You can’t change everything, but you can build yourself a better life in your dorm room. You can find a place to put all that junk you almost definitely need in your dorm room. And more importantly, you can do it on the cheap. Enter the primary building materials of the college student: duct tape/painter’s tape and card board.

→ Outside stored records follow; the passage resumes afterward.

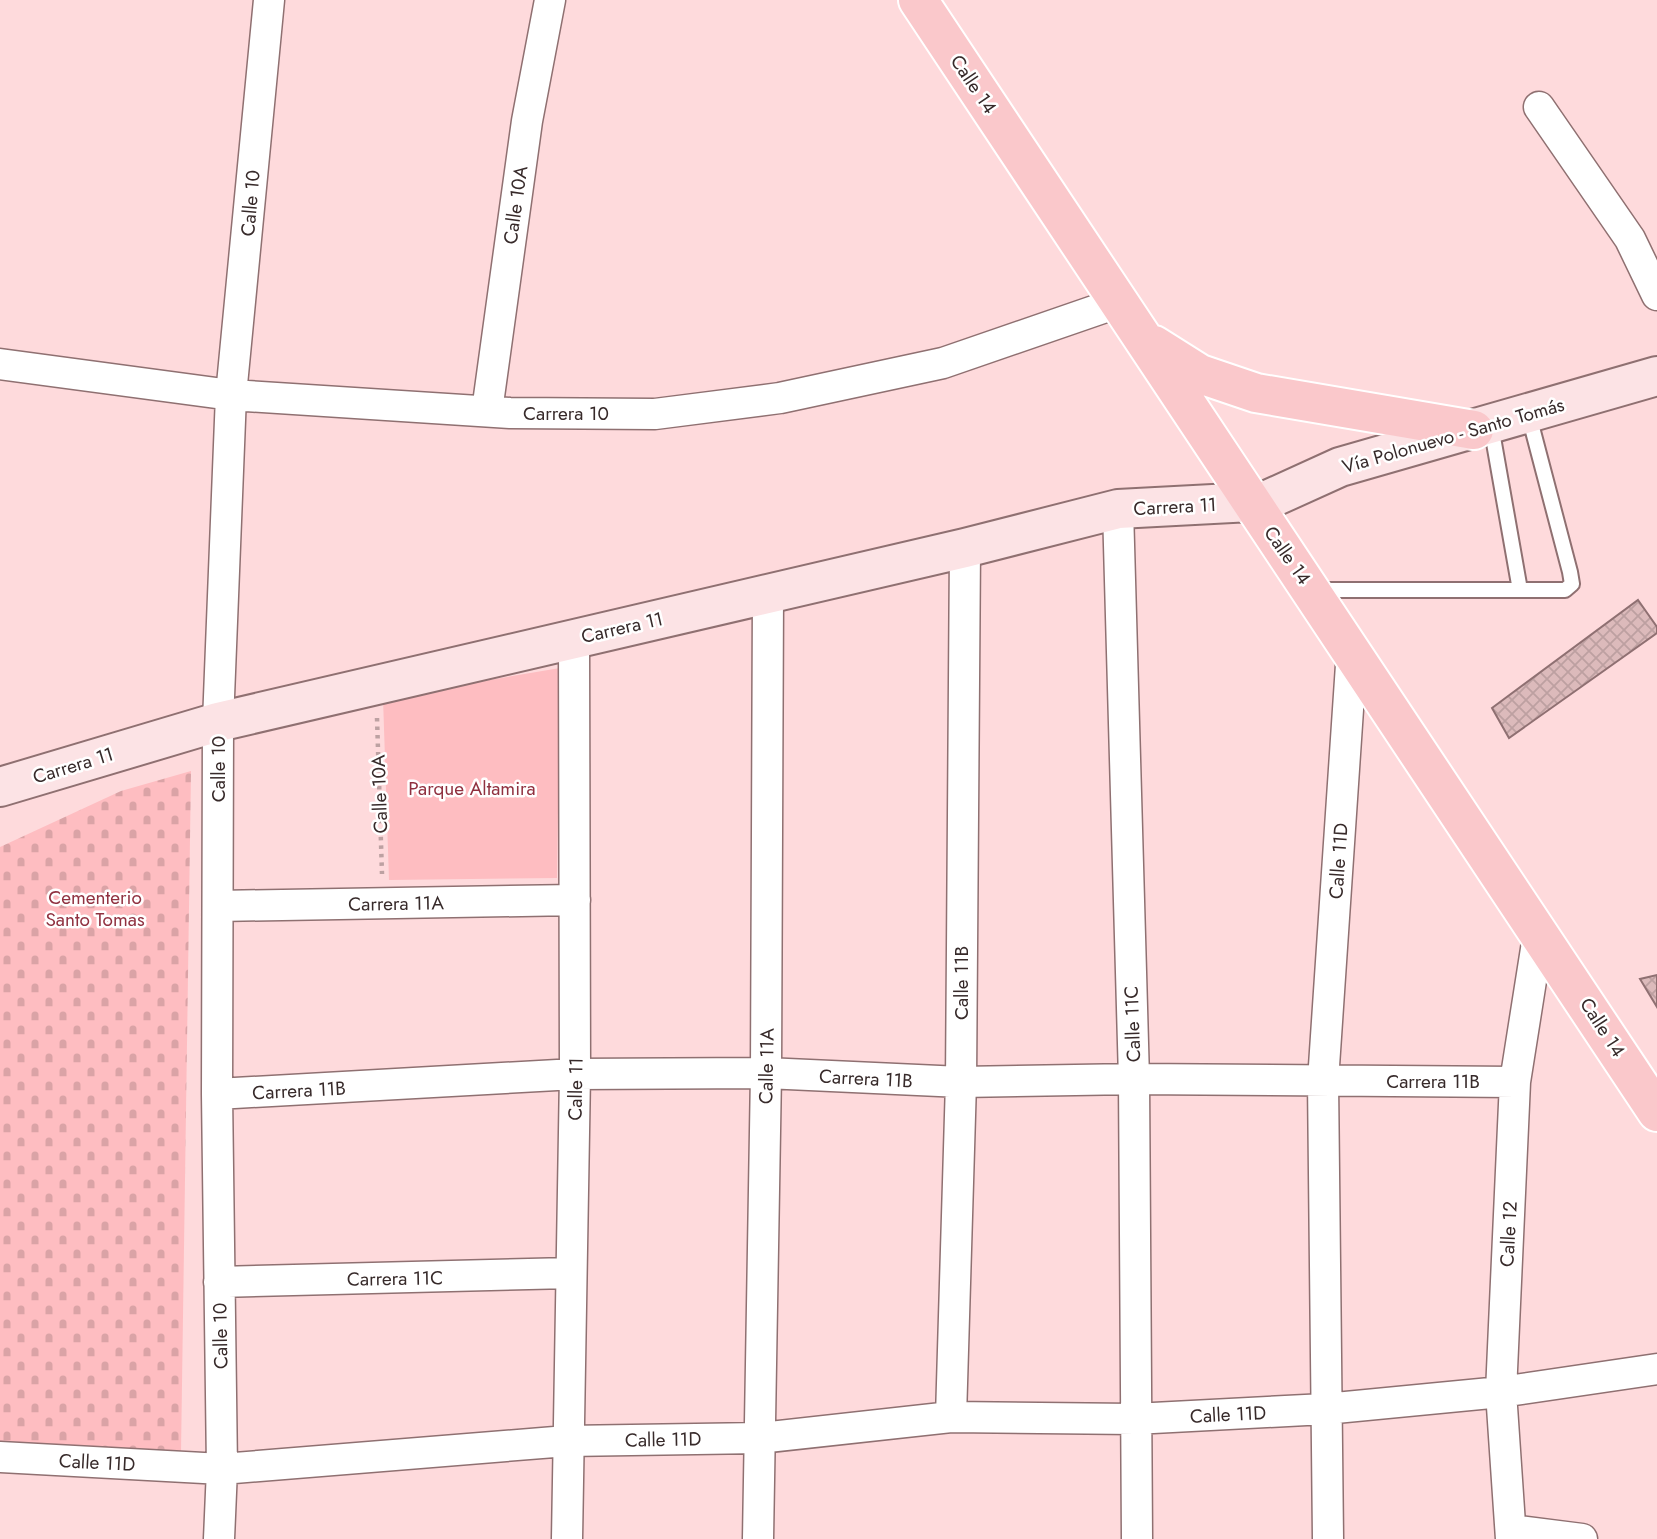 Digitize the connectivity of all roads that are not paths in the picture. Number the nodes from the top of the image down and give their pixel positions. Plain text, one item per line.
1 (268, 0) edge
2 (550, 0) edge
3 (918, 0) edge
4 (1539, 107) dead end
5 (1657, 295) edge
6 (1120, 302) junction
7 (1145, 338) junction
8 (0, 363) edge
9 (1657, 376) edge
10 (232, 395) junction
11 (487, 411) junction
12 (1529, 414) junction
13 (1482, 428) junction
14 (1252, 504) junction
15 (1118, 509) junction
16 (965, 548) junction
17 (1312, 590) junction
18 (1520, 590) junction
19 (768, 594) junction
20 (574, 639) junction
21 (1352, 650) junction
22 (218, 722) junction
23 (0, 787) edge
24 (575, 900) junction
25 (218, 906) junction
26 (1539, 930) junction
27 (766, 1073) junction
28 (575, 1074) junction
29 (1134, 1080) junction
30 (1323, 1081) junction
31 (961, 1082) junction
32 (1515, 1082) junction
33 (217, 1094) junction
34 (1653, 1101) edge
35 (570, 1273) junction
36 (219, 1282) junction
37 (1657, 1368) edge
38 (1501, 1392) junction
39 (1325, 1409) junction
40 (951, 1417) junction
41 (1134, 1419) junction
42 (760, 1438) junction
43 (567, 1441) junction
44 (0, 1457) edge
45 (222, 1469) junction
46 (1511, 1535) edge
47 (219, 1539) edge
48 (566, 1539) edge
49 (758, 1539) edge
50 (1137, 1539) edge
51 (1328, 1539) edge
52 (1582, 1539) edge

1 - 10 street, Calle 10
2 - 11 street, Calle 10A
3 - 6 main road, Calle 14
4 - 5 street
6 - 7 main road, Calle 14
6 - 11 street, Carrera 10
7 - 13 main road
7 - 14 main road, Calle 14
8 - 10 street, Carrera 10
9 - 12 main road, Vía Polonuevo - Santo Tomás
10 - 11 street, Carrera 10
10 - 22 street, Calle 10
12 - 13 main road, Vía Polonuevo - Santo Tomás
12 - 18 lane
13 - 14 main road, Vía Polonuevo - Santo Tomás
13 - 18 lane
14 - 15 main road, Carrera 11
14 - 17 main road, Calle 14
15 - 16 main road, Carrera 11
15 - 29 street, Calle 11C
16 - 19 main road, Carrera 11
16 - 31 street, Calle 11B
17 - 18 lane
17 - 21 main road, Calle 14
19 - 20 main road, Carrera 11
19 - 27 street, Calle 11A
20 - 22 main road, Carrera 11
20 - 24 street, Calle 11
21 - 26 main road, Calle 14
21 - 30 street, Calle 11D
22 - 23 main road, Carrera 11
22 - 25 street, Calle 10
24 - 25 street, Carrera 11A
24 - 28 street, Calle 11
25 - 33 street, Calle 10
26 - 32 street, Calle 12
26 - 34 main road, Calle 14
27 - 28 street, Carrera 11B
27 - 31 street, Carrera 11B
27 - 42 street, Calle 11A
28 - 33 street, Carrera 11B
28 - 35 street, Calle 11
29 - 30 street, Carrera 11B
29 - 31 street, Carrera 11B
29 - 41 street, Calle 11C
30 - 32 street, Carrera 11B
30 - 39 street, Calle 11D
31 - 40 street, Calle 11B
32 - 38 street, Calle 12
33 - 36 street, Calle 10
35 - 36 street, Carrera 11C
35 - 43 street, Calle 11
36 - 45 street, Calle 10
37 - 38 street, Calle 11D
38 - 39 street, Calle 11D
38 - 46 street, Calle 12
39 - 41 street, Calle 11D
39 - 51 street, Calle 11D
40 - 41 street, Calle 11D
40 - 42 street, Calle 11D
41 - 50 street, Calle 11C
42 - 43 street, Calle 11D
42 - 49 street, Calle 11A
43 - 45 street, Calle 11D
43 - 48 street, Calle 11
44 - 45 street, Calle 11D
45 - 47 street, Calle 10
46 - 52 street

For this project we also use pieces of a destroyed bookcase. The shelves of the destroyed bookcase make for an excellent table top once they are duct taped together.

Table Top

After that’s done, you can duct tape the top to a box, creating a table. Since the box is hollow, it also can double as a secret storage unit for all the things you’re not supposed to have, especially the flammable stuff.
Table Box

Drop a table cloth or anything else handy you may have on top and you’ve got yourself a small table.
Table Cloth
Other good ways to improve your room can include a futon, especially one you salvage from the back of a van.
Our Futon

You can also build shelves out of cardboard boxes, simply stacking them on top of things. With proper furniture configuration, you can milk a little more space out of the room. Eventually you may be able to to fit 13 computers in the room… like us.

The Road Trip

It has been brought to my attention that I haven’t updated my website for quite a long time. I plan on posting a thing or two about why I’m such a non-posting loser later, but until then, I’ll continue to show that I’m a loser by spending my Friday night posting to my blog rather than out partying or something.

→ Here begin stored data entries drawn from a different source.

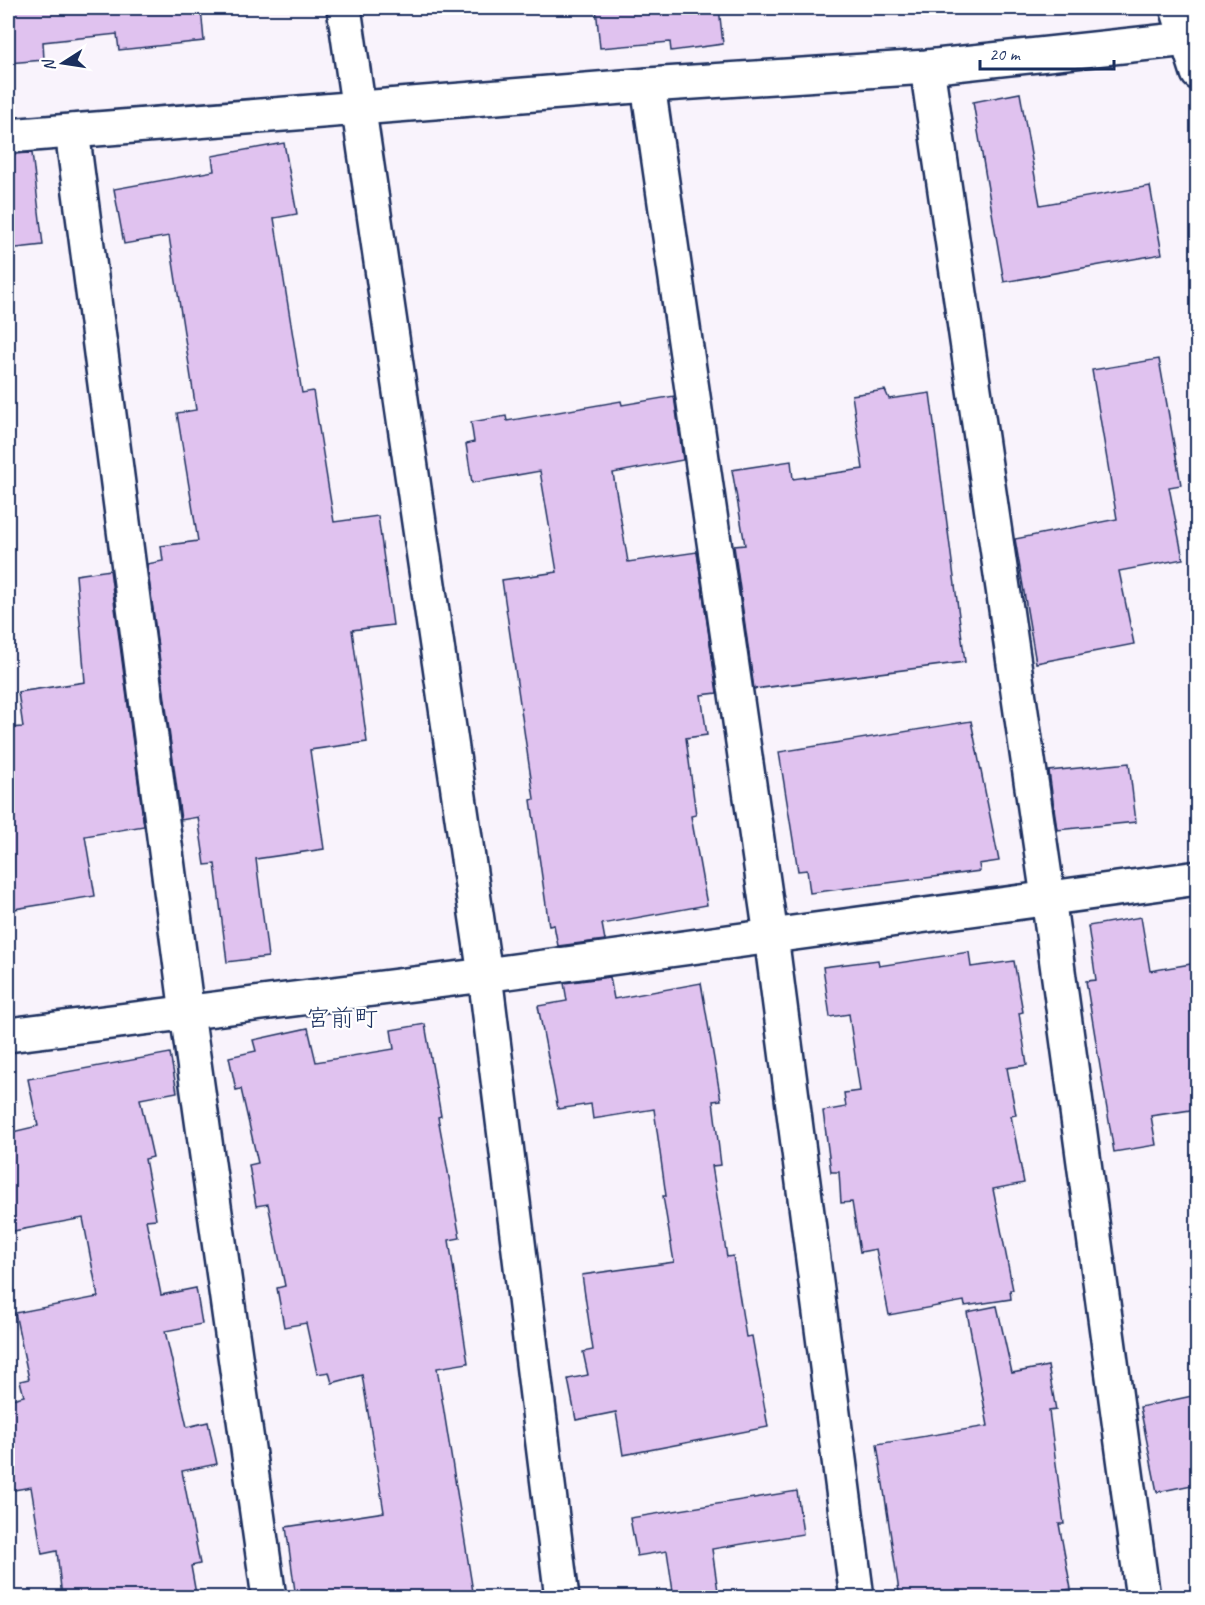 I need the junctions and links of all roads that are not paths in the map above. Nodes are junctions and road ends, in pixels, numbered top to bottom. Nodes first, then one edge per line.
1 (344, 8) edge
2 (1177, 8) edge
3 (1187, 39) junction
4 (927, 67) junction
5 (1197, 73) edge
6 (648, 85) junction
7 (357, 109) junction
8 (72, 131) junction
9 (8, 136) edge
10 (1197, 878) edge
11 (1048, 897) junction
12 (771, 936) junction
13 (485, 975) junction
14 (188, 1013) junction
15 (8, 1035) edge
16 (269, 1598) edge
17 (561, 1598) edge
18 (857, 1598) edge
19 (1143, 1598) edge

1 - 7 main road
2 - 3 main road
3 - 4 main road
3 - 5 main road
4 - 6 main road
4 - 11 main road
6 - 7 main road
6 - 12 main road
7 - 8 main road
7 - 13 main road
8 - 9 main road
8 - 14 main road
10 - 11 main road
11 - 12 main road
11 - 19 main road
12 - 13 main road
12 - 18 main road
13 - 14 main road
13 - 17 main road
14 - 15 main road
14 - 16 main road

For those of you that may not have heard, I spent the summer doing a fantastically boring job – evaporating water. It wasn’t at all interesting, though I’m sure I’ll still write a detailed post on it later, but the good thing about the job was that I got to go home and see my family and friends. On the other hand, it also left me facing a long roadtrip back to Georgia.

I didn’t mind the idea of the trip too much. I mean, sitting in the car by myself driving 12 hours straight, two days in a row, isn’t exactly my idea of a good time, but it’s livable. I was about ready to go, got all packed and had my foot out the door when suddenly I was being asked if my sister could join me for the trip. Suddenly, it wasn’t just me sitting in the car. I had a copilot, and, even better, my copilot had a better music selection for the trip.

So we got under way, and started toward Denver. The drive was pretty much uneventful the first night. That night we stayed in a hotel that was 3 days old, so our room had never been checked into. It had this nice, new hotel smell.

The next morning we got to drive through the wonderfully boring state of Kansas. We passed on the major tourist attractions (corn fields) since we wanted to get as far as we could the first day. Alyssa was miffed we didn’t stop to see the 800 pound prairie dog, but I made up for it by buying her a vanilla frosty.

As we travelled further, just past St. Louis, we found a killer storm waiting for us. The kind where your windshield wipers can’t go fast enough and cars in front of you are playing slip and slide. We decided to call it a night with that. The next day we planned on getting all the way to Atlanta, which we did quite uneventfully.

We decided to celebrate our arrival with pizza. I called up Pizza Hut and was put on hold for about 45 minutes. When I finally got a chance to talk to someone, I was lucky enough to find out that I had in fact called the wrong Pizza Hut. So then I called the one I was supposed to call. Luckily, they didn’t have to put me on hold some more. In fact, they were able to deliver my order in less time than I was on hold.

All in all, it was a pretty boring trip, just like I expected it to be in the first place, with the sole exception being that someone else was sitting in the car. Sunday morning I pulled onto Georgia Tech campus, got a parking pass and my room key, and moved my stuff in. It almost felt like coming home, which is weird, because that’s exactly what it felt like when I got home from Georgia Tech.

I even got the chance to feel like I was coming back for class since I took my roommate’s classes for him (he was in Alaska fishing). I actually have a work semester, my job starts this coming Monday. That’s good, because I wouldn’t want to take Tom’s classes for more than a week. I’m so glad I don’t have to take proofs again. That would make me sad.